Taking place entirely in the UK we meet early the principle character in the film a prominent seemingly respected middle age businessman named “Mickey Pearson” (McConaughey). He is American who was born in object poverty but still managed to excel academically. So much so that it eventually won him a full Rhodes Scholarship to study at Oxford University. But even with a full academic ride “Mickey” needed some cash to live on so he decides to start selling some high-quality US grade marijuana to his privileged aristocratic and wealthy fellow students . But even though it’s a side job it eventually proves to be a very lucrative endeavor making him wealthy very quickly, which leads him to deciding to drop out of school that also ultimately leads him into building the biggest and best marijuana drug operation in all of the UK.
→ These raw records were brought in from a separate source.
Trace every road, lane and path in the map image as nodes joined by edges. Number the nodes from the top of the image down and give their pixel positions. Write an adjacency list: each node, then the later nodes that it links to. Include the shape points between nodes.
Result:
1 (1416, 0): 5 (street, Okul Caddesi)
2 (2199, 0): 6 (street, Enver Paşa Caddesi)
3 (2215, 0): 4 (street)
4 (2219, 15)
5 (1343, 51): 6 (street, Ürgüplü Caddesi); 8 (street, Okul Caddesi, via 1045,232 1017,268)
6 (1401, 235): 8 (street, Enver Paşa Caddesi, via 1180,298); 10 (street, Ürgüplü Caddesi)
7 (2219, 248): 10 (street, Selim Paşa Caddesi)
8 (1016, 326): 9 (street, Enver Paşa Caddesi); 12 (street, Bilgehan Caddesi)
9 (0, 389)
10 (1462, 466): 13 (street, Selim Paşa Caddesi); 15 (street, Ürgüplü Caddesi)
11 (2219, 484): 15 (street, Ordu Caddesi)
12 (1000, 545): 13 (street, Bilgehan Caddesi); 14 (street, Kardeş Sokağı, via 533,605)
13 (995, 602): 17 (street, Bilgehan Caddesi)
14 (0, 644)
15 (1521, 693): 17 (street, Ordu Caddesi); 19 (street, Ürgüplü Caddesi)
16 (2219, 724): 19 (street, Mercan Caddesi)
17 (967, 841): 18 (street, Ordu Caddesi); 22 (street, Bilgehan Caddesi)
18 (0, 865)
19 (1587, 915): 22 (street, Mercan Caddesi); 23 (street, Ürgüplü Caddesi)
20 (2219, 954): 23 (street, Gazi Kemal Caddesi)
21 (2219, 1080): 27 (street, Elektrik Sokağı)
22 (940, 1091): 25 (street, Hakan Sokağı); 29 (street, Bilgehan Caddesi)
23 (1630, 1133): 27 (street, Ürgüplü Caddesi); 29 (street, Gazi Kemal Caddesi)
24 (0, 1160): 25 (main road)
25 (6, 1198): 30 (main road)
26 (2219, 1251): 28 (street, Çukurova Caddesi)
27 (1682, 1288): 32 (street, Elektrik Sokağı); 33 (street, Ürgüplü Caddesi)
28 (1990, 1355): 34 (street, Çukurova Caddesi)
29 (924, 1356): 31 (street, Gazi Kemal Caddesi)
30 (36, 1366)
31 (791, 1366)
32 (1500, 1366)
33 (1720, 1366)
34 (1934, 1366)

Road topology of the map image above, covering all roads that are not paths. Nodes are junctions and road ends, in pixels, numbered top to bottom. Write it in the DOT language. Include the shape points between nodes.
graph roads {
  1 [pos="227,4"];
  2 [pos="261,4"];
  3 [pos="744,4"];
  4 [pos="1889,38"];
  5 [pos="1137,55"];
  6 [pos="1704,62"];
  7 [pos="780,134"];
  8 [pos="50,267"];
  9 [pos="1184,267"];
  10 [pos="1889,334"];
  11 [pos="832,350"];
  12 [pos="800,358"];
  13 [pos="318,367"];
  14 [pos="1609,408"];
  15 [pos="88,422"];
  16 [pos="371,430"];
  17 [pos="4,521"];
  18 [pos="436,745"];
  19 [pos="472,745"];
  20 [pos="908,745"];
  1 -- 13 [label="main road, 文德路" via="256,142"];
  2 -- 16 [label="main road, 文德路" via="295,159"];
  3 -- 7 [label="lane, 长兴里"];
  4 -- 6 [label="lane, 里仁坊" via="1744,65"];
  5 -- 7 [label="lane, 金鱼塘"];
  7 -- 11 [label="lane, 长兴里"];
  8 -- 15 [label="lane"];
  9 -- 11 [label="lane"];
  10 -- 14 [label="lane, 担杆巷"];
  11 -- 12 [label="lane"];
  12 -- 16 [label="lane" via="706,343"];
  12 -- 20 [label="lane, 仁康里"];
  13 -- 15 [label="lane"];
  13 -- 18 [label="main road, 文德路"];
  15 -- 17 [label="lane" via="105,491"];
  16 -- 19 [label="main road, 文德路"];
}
But after nearly 25+ years now “Mickey” wants to get out of the drug game, so he plans to sell his lucrative business to a fellow American billionaire named “Matthew Berger” (Strong) for $400 million so he can retire peacefully with his cockney fearless independent but always refined wife “Rosalind”. But when the word quickly gets out that he's looking to cash out of the drug business, it soon triggers an array of plots and schemes from an array of unseemly characters, con men, gangsters and personal haters who now see it as their golden opportunity to take his fortune away from him even if it means he has to die.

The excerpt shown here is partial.